■ Data section:
= Beginning of Section =

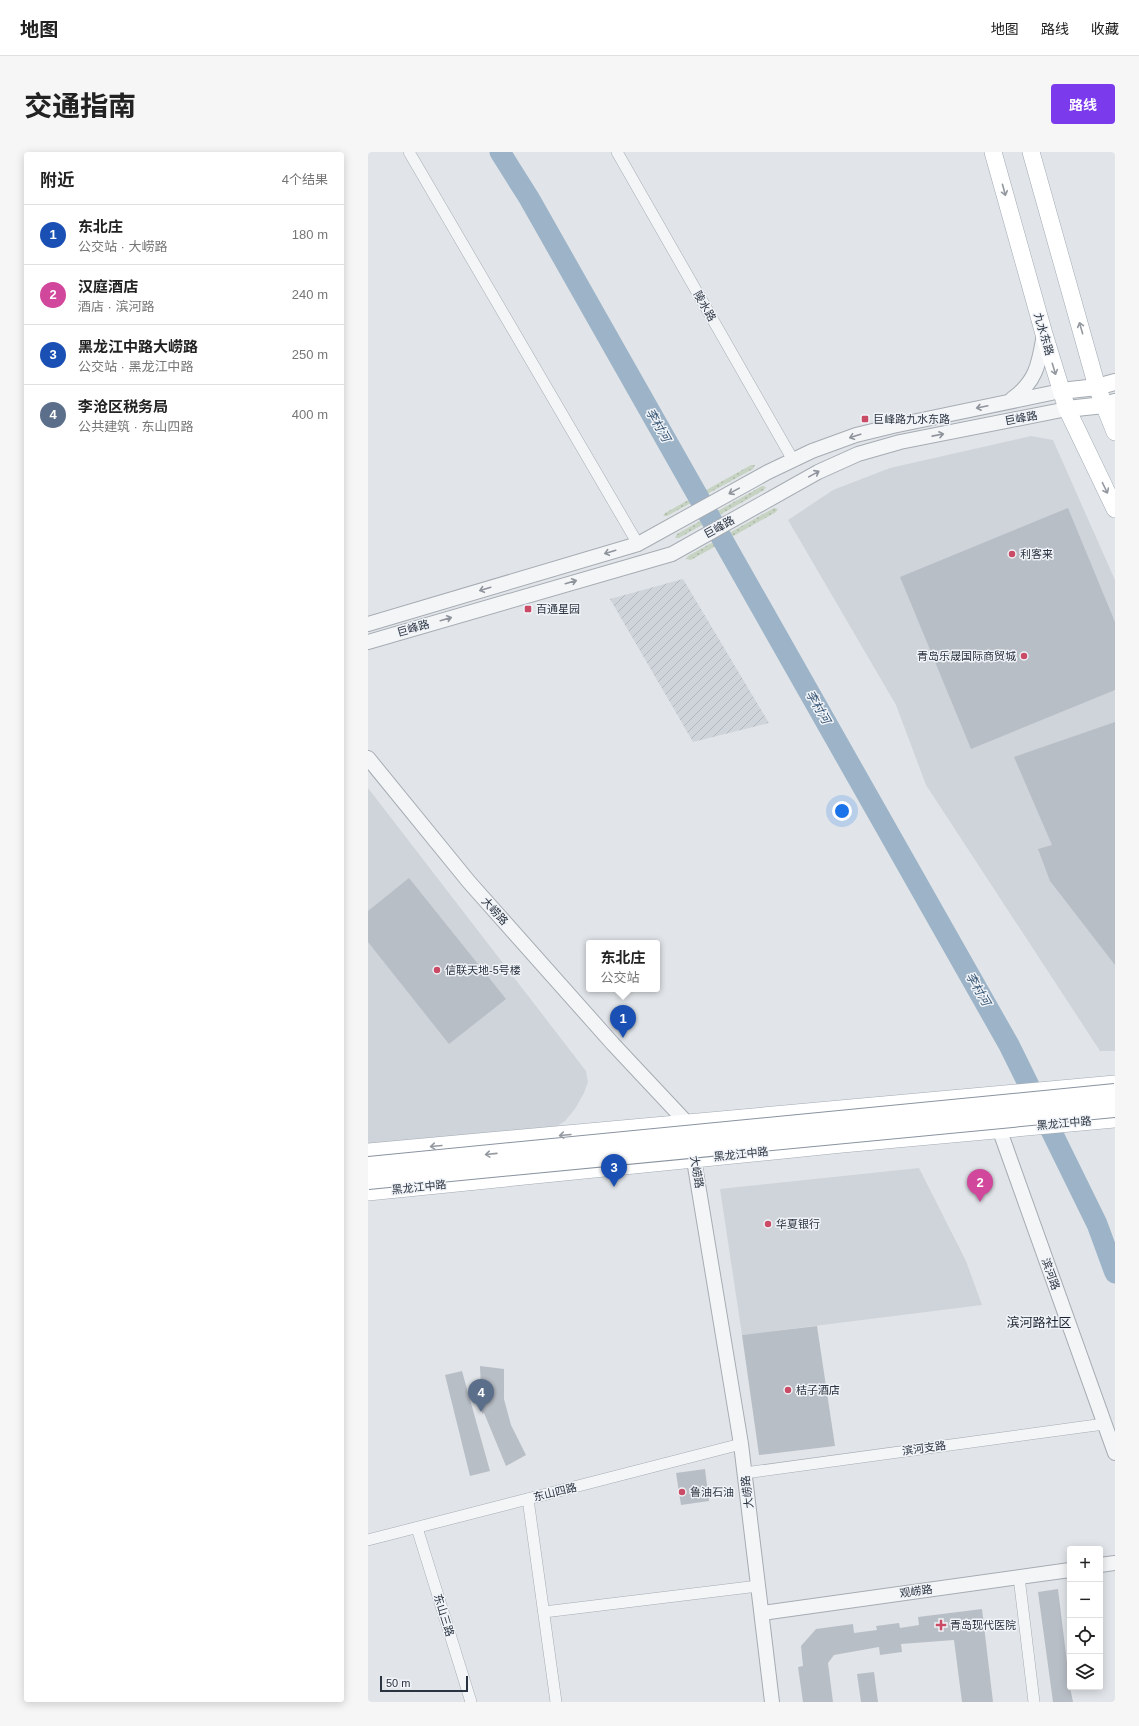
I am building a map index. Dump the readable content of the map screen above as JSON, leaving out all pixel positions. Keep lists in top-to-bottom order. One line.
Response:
{"streets":{"highway":["黑龙江中路"],"main road":["九水东路"],"street":["陵水路","巨峰路","大崂路","滨河路","滨河支路","东山四路","观崂路","东山三路"]},"crossings":[["陵水路","巨峰路"],["九水东路","巨峰路"],["大崂路","黑龙江中路"],["大崂路","滨河支路"],["大崂路","东山四路"],["大崂路","观崂路"],["黑龙江中路","滨河路"],["滨河路","滨河支路"],["东山四路","东山三路"]],"districts":["滨河路社区"],"water":["李村河"],"places":{"transit":["巨峰路九水东路","百通星园"],"other":["利客来","青岛乐晟国际商贸城","信联天地-5号楼","华夏银行","桔子酒店","鲁油石油"],"health":["青岛现代医院"]},"scale_bar":"50 m","page":{"header":"地图","nav":["地图","路线","收藏"],"title":"交通指南","buttons":"路线","heading":["附近","4个结果"],"list":[{"mark":"1","name":"东北庄","note":"公交站 · 大崂路","value":"180 m"},{"mark":"2","name":"汉庭酒店","note":"酒店 · 滨河路","value":"240 m"},{"mark":"3","name":"黑龙江中路大崂路","note":"公交站 · 黑龙江中路","value":"250 m"},{"mark":"4","name":"李沧区税务局","note":"公共建筑 · 东山四路","value":"400 m"}],"popup":["东北庄","公交站"],"pins":["1","3","2","4"],"map_buttons":["+","−"],"scale":"50 m"}}
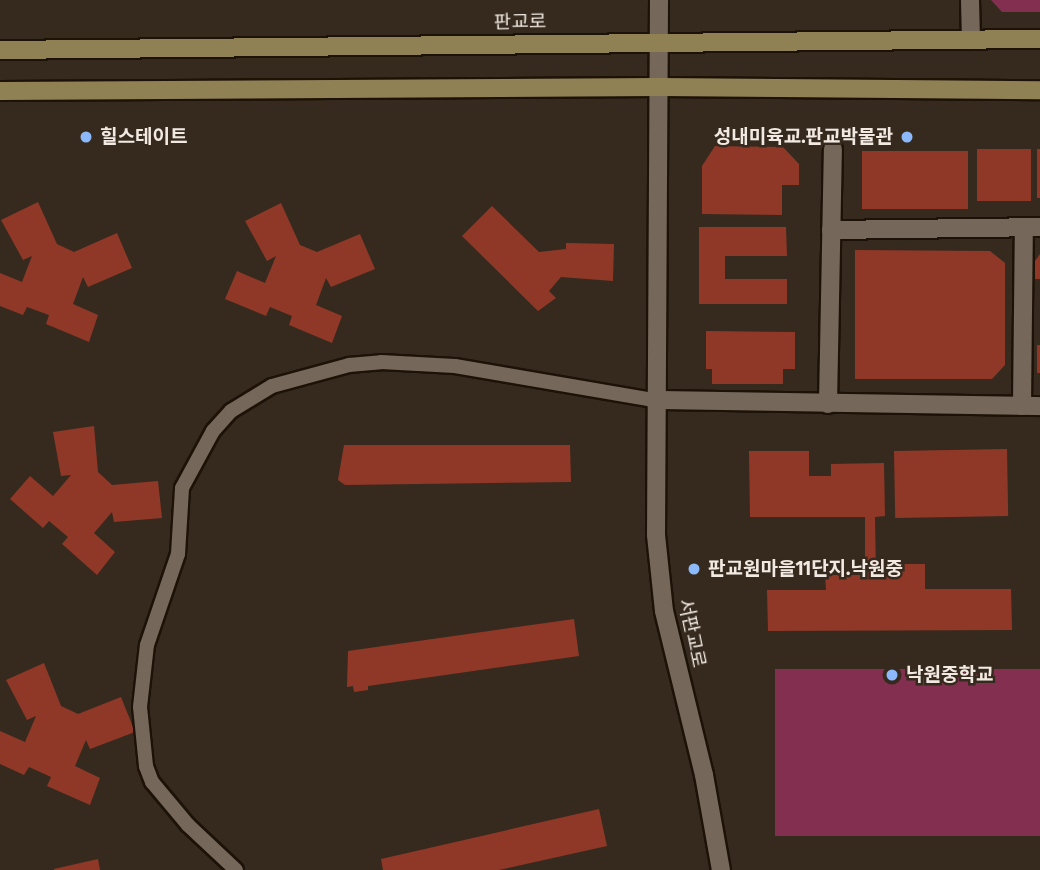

= End of Section =

■ Requirement: Repeat the material above word for word but skip the images.

■ Exercise answer:
I am building a map index. Dump the readable content of the map screen above as JSON, leaving out all pixel positions. Keep lists in top-to-bottom order. One line.
Response:
{"streets":{"highway":["黑龙江中路"],"main road":["九水东路"],"street":["陵水路","巨峰路","大崂路","滨河路","滨河支路","东山四路","观崂路","东山三路"]},"crossings":[["陵水路","巨峰路"],["九水东路","巨峰路"],["大崂路","黑龙江中路"],["大崂路","滨河支路"],["大崂路","东山四路"],["大崂路","观崂路"],["黑龙江中路","滨河路"],["滨河路","滨河支路"],["东山四路","东山三路"]],"districts":["滨河路社区"],"water":["李村河"],"places":{"transit":["巨峰路九水东路","百通星园"],"other":["利客来","青岛乐晟国际商贸城","信联天地-5号楼","华夏银行","桔子酒店","鲁油石油"],"health":["青岛现代医院"]},"scale_bar":"50 m","page":{"header":"地图","nav":["地图","路线","收藏"],"title":"交通指南","buttons":"路线","heading":["附近","4个结果"],"list":[{"mark":"1","name":"东北庄","note":"公交站 · 大崂路","value":"180 m"},{"mark":"2","name":"汉庭酒店","note":"酒店 · 滨河路","value":"240 m"},{"mark":"3","name":"黑龙江中路大崂路","note":"公交站 · 黑龙江中路","value":"250 m"},{"mark":"4","name":"李沧区税务局","note":"公共建筑 · 东山四路","value":"400 m"}],"popup":["东北庄","公交站"],"pins":["1","3","2","4"],"map_buttons":["+","−"],"scale":"50 m"}}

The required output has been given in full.